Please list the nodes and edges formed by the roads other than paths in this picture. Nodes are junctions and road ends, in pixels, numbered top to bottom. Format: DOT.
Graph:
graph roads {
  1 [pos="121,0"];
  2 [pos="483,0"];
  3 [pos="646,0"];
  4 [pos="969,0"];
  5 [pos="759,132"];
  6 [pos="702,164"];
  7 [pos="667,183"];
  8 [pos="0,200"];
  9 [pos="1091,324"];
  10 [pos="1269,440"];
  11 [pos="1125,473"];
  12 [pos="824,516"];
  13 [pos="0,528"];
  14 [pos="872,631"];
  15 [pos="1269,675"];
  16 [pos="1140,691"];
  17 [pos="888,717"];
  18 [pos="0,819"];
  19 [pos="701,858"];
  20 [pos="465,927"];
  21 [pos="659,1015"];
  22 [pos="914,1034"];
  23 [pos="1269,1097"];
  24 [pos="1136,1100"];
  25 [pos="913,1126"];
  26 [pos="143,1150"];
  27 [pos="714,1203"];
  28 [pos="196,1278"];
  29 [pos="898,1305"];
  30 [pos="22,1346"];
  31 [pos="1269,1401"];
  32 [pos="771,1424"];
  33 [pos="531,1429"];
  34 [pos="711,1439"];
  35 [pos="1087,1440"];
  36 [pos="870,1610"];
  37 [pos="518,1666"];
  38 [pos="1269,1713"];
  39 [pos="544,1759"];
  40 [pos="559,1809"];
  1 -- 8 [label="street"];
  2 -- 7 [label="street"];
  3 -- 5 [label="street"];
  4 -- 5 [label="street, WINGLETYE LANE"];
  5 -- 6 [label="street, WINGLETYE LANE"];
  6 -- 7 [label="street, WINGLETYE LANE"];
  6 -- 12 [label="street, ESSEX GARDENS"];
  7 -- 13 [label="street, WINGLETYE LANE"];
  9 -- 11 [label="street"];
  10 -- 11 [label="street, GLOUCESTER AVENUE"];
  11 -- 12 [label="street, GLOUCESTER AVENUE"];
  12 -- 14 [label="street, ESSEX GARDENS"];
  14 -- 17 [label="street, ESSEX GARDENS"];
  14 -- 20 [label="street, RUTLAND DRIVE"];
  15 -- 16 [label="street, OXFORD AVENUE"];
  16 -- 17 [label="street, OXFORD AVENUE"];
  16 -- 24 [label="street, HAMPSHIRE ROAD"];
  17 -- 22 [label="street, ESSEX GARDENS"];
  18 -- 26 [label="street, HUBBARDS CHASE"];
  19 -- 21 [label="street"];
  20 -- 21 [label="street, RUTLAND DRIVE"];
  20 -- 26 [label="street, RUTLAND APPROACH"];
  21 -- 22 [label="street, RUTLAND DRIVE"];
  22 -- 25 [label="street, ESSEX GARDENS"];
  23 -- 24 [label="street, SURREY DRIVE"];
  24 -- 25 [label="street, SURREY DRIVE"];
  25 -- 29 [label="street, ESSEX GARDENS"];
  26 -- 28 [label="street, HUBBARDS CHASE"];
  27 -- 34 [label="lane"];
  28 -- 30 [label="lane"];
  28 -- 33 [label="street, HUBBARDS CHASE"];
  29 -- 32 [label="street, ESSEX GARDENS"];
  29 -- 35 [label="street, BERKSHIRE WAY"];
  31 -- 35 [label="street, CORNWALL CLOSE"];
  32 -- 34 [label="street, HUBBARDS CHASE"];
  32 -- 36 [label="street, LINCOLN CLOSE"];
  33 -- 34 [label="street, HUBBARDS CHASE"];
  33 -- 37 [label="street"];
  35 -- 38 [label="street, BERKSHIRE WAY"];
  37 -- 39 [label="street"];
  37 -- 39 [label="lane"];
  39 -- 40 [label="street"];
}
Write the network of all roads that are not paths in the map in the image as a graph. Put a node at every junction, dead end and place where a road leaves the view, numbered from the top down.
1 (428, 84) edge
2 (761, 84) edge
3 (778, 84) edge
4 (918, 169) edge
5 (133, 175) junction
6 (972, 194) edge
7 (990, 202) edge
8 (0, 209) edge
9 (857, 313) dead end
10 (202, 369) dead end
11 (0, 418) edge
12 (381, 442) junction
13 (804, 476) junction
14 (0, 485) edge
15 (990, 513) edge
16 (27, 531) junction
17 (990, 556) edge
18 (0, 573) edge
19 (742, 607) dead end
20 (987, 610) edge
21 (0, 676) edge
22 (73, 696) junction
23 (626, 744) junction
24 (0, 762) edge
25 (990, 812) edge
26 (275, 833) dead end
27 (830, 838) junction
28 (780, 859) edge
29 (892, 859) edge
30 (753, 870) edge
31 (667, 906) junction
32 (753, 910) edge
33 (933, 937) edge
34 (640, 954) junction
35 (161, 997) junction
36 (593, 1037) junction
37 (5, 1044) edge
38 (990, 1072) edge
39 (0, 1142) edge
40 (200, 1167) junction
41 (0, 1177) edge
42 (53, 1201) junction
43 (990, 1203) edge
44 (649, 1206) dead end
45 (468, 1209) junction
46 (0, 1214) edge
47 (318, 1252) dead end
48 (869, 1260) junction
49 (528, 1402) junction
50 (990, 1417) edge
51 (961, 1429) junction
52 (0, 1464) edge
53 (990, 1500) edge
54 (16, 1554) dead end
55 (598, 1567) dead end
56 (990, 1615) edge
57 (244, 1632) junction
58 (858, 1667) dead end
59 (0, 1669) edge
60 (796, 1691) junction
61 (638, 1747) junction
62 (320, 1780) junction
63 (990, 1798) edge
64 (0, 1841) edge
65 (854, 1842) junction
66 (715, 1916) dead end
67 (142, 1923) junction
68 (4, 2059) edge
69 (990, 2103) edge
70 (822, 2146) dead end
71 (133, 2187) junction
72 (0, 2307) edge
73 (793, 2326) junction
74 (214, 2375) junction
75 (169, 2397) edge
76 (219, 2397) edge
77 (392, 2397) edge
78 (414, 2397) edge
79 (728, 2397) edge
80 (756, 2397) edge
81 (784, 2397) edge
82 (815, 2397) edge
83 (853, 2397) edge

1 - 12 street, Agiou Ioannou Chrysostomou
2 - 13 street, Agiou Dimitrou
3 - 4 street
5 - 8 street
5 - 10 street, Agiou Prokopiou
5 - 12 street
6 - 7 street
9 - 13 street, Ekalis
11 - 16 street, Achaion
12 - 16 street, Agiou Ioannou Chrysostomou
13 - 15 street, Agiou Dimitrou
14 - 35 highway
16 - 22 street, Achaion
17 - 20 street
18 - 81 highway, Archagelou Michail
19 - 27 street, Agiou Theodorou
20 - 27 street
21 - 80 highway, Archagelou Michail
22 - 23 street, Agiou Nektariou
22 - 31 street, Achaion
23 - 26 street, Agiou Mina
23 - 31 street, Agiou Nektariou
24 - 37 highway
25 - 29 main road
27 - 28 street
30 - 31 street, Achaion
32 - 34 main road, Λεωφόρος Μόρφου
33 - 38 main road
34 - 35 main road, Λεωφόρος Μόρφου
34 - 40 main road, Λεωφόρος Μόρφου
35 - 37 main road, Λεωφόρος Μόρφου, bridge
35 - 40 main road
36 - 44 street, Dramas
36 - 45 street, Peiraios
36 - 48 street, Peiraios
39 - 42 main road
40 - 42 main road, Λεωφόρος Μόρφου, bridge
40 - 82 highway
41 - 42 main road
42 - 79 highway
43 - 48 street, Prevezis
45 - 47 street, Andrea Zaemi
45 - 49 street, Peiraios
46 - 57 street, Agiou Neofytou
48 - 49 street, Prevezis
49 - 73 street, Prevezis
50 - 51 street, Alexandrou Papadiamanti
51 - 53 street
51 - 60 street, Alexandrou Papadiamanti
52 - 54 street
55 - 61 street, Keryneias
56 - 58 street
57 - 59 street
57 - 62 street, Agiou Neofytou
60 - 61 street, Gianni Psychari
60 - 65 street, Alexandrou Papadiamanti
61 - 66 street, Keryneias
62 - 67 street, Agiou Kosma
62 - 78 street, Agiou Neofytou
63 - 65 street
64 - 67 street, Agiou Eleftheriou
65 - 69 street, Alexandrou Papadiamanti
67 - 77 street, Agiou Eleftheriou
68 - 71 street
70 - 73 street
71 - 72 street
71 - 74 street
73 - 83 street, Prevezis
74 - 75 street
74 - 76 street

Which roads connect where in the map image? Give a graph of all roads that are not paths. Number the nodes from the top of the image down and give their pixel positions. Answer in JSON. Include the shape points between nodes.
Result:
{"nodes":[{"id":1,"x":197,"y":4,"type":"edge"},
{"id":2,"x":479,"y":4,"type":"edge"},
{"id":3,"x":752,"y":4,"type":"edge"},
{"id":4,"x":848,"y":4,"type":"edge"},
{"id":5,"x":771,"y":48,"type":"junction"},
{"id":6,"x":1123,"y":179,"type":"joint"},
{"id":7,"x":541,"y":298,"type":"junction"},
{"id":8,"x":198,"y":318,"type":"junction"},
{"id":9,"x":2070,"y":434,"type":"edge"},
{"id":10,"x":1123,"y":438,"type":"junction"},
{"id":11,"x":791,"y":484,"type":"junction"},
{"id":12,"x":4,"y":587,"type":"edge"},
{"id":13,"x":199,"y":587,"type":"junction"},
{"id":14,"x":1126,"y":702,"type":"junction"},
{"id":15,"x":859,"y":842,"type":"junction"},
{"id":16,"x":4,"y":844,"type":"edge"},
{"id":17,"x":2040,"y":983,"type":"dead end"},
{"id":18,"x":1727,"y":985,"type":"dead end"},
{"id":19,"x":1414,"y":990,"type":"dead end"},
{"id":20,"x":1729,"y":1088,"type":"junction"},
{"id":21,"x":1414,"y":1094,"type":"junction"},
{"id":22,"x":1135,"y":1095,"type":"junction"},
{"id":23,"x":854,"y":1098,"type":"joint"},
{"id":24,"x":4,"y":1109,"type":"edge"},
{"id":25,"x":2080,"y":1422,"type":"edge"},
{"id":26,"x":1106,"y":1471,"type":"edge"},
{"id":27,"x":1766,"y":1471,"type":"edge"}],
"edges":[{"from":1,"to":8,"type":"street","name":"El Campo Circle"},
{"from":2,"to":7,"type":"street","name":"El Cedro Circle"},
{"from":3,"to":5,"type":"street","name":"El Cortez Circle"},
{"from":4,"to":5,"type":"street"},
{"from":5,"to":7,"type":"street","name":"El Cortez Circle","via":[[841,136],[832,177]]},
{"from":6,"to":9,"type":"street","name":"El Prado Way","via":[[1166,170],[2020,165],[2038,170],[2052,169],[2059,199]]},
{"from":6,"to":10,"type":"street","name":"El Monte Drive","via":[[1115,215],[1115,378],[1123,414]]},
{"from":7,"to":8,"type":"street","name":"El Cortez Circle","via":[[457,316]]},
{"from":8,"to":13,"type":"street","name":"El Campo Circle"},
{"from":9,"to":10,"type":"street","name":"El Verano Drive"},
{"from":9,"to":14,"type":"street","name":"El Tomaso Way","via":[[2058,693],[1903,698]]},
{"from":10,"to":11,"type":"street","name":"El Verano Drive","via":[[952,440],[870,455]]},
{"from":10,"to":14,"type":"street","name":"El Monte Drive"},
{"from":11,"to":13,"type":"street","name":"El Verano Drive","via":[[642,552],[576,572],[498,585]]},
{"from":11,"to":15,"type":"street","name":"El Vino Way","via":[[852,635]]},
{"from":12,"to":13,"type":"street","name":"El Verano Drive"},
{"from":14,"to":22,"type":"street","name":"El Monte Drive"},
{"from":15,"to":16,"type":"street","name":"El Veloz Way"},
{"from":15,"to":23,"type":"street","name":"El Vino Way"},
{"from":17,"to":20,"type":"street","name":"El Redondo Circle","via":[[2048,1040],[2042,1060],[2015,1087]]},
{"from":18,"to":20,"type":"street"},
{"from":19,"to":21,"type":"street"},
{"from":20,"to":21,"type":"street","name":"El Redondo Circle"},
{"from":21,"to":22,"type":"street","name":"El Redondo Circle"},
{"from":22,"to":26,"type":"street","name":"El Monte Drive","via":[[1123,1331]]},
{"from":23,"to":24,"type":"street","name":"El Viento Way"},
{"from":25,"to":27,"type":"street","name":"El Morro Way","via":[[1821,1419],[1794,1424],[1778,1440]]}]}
++++++
A single figure is the whole answer: the number of lines in the material above where the string "numbered" occurs.

* [Answer for this exercise]: 2